● **About this exercise**:
Count every line below that contains "roads", then give that count and nothing else.

>>>

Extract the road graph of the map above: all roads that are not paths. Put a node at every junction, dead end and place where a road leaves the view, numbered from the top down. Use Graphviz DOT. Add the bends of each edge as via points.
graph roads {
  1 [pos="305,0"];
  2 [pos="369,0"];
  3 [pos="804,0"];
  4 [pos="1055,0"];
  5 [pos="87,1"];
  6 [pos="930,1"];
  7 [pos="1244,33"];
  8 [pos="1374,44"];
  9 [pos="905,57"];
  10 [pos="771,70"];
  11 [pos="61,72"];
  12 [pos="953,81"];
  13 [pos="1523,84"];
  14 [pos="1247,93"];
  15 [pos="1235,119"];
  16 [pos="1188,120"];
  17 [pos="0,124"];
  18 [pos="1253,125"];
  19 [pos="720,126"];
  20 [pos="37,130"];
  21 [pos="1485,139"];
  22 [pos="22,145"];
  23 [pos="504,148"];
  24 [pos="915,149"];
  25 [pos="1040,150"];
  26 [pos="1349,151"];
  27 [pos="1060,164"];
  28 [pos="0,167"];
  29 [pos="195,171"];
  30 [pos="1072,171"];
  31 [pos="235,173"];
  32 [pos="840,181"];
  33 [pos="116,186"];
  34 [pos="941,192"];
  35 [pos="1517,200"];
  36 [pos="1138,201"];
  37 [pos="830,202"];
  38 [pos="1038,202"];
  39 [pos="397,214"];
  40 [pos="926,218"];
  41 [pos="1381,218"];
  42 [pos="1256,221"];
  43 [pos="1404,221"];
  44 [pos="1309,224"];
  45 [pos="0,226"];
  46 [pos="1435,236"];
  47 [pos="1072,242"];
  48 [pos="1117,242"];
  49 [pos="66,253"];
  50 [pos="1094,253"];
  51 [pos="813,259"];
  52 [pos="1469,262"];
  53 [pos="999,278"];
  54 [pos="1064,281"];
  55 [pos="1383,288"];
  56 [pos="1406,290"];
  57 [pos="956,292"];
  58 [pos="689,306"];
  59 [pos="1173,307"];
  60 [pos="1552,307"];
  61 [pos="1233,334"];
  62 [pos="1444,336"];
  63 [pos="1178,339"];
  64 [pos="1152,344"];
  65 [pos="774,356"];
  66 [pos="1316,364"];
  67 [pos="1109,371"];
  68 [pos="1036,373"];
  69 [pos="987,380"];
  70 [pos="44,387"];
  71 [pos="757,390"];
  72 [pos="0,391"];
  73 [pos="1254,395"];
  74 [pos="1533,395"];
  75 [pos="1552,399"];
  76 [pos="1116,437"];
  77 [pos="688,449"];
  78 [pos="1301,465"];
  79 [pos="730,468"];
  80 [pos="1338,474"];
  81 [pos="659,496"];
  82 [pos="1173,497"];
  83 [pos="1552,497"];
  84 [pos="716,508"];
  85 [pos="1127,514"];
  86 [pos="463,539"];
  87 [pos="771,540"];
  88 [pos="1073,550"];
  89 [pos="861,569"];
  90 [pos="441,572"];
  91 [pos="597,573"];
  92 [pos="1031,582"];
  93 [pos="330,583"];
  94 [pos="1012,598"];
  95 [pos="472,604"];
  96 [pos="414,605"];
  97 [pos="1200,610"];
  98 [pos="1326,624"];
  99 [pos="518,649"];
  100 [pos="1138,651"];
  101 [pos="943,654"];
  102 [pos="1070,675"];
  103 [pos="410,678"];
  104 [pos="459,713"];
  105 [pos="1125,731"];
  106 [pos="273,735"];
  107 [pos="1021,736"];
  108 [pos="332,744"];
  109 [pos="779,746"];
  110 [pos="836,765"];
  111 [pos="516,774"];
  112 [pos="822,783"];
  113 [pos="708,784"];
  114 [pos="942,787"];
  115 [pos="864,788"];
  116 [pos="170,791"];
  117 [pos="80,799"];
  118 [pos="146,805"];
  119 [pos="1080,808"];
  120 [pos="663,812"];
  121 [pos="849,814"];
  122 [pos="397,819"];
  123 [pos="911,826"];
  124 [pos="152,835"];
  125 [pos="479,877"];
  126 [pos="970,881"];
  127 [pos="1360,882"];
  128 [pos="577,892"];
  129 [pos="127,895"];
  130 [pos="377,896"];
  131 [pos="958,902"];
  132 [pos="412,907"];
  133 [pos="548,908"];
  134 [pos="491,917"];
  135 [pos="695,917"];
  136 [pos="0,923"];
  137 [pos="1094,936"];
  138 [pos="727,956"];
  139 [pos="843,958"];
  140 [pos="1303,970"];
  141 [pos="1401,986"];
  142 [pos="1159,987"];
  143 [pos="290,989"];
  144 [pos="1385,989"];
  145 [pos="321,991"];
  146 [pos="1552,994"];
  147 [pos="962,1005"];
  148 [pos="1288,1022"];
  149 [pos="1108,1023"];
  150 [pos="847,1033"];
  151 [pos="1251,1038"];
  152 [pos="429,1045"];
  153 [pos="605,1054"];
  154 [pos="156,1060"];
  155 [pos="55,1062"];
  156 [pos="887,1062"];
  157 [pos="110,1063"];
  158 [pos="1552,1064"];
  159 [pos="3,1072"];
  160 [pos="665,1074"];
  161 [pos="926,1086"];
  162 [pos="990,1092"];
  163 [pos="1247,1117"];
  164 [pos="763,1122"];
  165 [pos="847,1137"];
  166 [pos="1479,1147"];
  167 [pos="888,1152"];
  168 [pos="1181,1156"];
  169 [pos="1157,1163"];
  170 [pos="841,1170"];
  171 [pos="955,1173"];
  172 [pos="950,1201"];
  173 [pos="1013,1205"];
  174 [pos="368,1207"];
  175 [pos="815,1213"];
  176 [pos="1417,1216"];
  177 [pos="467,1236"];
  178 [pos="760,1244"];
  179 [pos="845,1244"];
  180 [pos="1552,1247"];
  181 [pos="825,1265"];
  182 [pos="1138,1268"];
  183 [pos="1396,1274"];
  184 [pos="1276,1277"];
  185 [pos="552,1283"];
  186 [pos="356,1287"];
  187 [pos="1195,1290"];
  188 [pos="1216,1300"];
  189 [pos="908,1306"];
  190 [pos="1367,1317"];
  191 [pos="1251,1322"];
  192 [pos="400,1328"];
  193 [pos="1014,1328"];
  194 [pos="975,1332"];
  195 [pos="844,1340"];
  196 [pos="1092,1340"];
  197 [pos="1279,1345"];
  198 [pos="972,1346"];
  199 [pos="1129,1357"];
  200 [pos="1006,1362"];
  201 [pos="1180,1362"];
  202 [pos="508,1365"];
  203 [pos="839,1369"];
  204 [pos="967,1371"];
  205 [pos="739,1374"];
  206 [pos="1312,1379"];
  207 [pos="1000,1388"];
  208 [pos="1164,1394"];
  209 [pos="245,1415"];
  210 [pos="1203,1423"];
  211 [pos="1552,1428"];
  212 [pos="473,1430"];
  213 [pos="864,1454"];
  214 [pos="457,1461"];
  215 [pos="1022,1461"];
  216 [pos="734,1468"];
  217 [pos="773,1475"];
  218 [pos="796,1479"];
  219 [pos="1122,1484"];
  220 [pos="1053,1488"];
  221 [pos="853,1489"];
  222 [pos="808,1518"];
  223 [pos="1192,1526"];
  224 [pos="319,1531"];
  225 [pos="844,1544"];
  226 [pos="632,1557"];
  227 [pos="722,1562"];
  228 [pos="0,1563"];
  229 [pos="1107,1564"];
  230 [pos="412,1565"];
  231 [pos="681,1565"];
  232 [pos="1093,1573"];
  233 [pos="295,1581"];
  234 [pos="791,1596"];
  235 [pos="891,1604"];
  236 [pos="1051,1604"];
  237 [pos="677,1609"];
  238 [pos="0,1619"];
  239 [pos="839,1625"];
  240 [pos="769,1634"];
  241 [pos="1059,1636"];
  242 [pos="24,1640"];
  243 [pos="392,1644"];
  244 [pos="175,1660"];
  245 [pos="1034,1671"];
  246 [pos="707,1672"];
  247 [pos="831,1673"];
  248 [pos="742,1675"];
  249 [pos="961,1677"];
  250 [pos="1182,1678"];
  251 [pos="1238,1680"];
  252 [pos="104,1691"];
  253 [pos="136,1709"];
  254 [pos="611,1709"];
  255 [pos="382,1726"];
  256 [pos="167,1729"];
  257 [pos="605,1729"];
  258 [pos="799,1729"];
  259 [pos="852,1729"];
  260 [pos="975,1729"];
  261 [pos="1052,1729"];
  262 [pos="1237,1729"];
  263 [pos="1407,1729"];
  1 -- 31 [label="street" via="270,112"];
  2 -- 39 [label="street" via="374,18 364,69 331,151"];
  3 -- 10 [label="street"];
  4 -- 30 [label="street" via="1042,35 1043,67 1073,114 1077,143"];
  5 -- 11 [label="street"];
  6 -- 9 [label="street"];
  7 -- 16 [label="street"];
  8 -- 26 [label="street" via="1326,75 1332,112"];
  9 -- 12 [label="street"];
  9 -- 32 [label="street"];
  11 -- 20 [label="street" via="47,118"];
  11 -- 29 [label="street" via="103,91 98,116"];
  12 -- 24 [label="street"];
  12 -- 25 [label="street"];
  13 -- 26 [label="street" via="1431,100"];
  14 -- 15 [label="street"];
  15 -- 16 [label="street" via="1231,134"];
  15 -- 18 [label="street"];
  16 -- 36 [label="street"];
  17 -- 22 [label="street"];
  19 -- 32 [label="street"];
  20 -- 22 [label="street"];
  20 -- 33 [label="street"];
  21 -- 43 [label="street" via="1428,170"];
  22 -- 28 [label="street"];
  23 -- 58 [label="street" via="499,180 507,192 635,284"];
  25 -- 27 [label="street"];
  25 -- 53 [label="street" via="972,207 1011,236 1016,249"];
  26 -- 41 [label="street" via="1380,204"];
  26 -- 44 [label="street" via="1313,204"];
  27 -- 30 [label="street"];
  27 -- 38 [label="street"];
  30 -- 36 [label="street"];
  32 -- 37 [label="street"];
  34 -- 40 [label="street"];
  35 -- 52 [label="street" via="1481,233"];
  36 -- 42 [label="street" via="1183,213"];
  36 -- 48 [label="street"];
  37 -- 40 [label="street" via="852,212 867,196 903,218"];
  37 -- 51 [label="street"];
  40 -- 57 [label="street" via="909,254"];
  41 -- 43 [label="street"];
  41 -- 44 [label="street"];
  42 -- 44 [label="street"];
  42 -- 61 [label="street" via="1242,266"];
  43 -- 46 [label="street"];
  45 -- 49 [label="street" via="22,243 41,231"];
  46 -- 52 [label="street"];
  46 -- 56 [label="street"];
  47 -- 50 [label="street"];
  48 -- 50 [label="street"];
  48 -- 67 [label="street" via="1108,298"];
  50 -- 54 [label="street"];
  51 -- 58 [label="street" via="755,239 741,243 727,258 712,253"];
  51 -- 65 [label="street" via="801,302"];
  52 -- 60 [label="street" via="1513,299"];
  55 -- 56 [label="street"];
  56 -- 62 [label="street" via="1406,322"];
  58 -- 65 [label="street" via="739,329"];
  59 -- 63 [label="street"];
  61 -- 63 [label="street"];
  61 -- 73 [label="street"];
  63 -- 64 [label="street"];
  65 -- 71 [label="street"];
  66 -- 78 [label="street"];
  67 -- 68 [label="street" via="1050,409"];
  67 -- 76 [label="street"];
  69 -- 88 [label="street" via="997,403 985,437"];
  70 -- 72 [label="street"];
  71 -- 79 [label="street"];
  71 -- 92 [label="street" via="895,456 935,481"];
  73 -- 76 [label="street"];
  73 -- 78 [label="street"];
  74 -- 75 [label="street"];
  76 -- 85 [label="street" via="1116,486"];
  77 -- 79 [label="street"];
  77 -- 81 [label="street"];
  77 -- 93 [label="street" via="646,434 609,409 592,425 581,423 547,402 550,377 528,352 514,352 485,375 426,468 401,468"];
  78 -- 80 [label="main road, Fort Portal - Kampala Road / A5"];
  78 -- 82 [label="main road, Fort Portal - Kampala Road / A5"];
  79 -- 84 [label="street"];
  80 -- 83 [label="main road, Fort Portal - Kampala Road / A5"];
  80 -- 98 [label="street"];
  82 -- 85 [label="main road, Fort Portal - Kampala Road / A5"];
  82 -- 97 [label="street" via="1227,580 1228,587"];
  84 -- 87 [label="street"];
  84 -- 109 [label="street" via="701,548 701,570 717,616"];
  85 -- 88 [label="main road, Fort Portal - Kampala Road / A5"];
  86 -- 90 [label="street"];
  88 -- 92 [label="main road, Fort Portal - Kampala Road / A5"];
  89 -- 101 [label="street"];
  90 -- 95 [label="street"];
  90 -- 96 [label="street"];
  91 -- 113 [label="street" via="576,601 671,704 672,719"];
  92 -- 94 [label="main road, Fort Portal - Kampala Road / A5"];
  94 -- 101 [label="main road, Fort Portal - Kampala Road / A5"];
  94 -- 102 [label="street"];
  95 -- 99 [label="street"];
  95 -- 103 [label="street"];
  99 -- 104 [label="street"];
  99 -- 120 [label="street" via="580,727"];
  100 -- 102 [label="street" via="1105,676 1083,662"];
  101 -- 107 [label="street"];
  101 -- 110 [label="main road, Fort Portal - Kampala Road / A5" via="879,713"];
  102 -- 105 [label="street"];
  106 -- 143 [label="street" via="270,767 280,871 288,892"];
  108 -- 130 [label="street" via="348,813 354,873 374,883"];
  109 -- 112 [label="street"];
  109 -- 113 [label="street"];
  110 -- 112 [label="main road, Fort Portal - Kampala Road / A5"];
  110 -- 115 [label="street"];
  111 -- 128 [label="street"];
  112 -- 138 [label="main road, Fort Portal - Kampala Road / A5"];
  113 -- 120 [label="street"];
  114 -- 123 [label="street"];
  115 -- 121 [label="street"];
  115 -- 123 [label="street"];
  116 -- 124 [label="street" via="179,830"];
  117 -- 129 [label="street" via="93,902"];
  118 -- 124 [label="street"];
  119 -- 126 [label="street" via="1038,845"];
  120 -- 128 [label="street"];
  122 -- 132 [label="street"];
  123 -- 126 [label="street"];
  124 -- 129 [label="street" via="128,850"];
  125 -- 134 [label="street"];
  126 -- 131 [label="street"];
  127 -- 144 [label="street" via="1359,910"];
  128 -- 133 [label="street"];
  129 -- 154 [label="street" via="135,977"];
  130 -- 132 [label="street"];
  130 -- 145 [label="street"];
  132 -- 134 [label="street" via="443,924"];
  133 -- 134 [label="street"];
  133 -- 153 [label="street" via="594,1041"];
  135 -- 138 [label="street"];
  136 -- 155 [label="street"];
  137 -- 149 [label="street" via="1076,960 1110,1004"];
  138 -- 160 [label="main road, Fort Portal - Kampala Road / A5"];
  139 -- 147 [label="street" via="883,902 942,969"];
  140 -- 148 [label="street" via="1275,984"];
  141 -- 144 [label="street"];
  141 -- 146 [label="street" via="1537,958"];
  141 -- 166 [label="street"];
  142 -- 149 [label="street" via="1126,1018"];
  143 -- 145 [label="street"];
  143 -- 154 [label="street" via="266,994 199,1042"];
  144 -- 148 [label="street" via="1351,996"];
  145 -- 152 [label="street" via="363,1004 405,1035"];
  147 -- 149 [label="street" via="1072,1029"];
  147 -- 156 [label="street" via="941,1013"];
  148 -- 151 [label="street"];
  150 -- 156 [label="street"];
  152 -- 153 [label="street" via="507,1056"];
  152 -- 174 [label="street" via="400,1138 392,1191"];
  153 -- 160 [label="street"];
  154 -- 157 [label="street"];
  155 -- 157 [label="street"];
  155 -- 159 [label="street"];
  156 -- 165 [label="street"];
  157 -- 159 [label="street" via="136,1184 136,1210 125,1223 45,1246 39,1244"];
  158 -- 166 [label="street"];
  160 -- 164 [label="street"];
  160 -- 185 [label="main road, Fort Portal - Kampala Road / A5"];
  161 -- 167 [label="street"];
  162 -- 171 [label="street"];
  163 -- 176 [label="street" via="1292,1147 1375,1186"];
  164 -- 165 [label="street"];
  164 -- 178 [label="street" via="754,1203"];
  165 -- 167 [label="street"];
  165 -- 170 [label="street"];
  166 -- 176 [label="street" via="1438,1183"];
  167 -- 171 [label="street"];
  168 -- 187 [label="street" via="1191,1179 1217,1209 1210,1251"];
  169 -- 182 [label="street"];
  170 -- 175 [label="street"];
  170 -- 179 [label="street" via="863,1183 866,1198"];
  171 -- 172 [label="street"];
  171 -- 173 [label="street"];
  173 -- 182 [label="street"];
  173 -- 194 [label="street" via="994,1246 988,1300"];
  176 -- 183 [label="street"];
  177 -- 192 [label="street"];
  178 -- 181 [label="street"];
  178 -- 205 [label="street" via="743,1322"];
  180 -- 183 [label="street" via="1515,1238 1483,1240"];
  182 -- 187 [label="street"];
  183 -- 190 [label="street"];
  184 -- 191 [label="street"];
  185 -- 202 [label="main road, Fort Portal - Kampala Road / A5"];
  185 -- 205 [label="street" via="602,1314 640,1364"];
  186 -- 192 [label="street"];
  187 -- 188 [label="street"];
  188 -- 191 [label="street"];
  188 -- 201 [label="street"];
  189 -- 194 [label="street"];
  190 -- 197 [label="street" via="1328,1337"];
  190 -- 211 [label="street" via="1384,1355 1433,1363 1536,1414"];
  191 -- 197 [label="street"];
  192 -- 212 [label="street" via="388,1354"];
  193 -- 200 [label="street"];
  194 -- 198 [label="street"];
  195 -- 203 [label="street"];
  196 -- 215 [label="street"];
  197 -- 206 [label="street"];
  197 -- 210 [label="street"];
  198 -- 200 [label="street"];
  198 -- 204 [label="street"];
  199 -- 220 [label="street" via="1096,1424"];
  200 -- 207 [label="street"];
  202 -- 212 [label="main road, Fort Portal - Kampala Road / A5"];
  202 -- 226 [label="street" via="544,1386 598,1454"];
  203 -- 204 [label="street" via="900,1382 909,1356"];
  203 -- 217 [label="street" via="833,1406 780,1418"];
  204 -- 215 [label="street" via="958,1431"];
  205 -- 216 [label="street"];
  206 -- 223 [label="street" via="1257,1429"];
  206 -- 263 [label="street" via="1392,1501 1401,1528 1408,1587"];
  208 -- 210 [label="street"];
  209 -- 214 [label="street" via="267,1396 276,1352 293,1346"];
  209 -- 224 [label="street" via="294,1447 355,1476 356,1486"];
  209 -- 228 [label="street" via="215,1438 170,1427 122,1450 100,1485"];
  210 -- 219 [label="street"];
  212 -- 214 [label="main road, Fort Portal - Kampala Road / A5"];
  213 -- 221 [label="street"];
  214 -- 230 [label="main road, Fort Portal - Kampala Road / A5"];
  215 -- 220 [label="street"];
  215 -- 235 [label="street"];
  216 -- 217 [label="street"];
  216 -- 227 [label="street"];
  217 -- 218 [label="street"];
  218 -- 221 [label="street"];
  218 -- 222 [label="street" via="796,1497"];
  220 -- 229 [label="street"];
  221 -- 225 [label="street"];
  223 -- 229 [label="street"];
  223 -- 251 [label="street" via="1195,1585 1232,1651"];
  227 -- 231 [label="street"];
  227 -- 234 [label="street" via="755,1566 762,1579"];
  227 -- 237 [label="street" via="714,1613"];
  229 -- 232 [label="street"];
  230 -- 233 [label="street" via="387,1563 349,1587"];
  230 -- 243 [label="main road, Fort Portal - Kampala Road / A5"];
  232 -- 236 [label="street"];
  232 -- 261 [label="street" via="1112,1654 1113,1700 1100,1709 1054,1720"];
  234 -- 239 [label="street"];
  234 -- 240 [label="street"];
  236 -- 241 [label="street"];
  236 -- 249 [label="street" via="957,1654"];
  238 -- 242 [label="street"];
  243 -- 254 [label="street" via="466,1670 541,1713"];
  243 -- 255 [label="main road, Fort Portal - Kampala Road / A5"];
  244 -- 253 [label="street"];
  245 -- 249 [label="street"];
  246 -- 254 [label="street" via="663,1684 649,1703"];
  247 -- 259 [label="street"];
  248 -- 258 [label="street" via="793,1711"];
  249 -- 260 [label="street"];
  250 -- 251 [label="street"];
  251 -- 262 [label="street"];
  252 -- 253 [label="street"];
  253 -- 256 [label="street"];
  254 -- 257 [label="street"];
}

<<<

● **Expected answer**:
2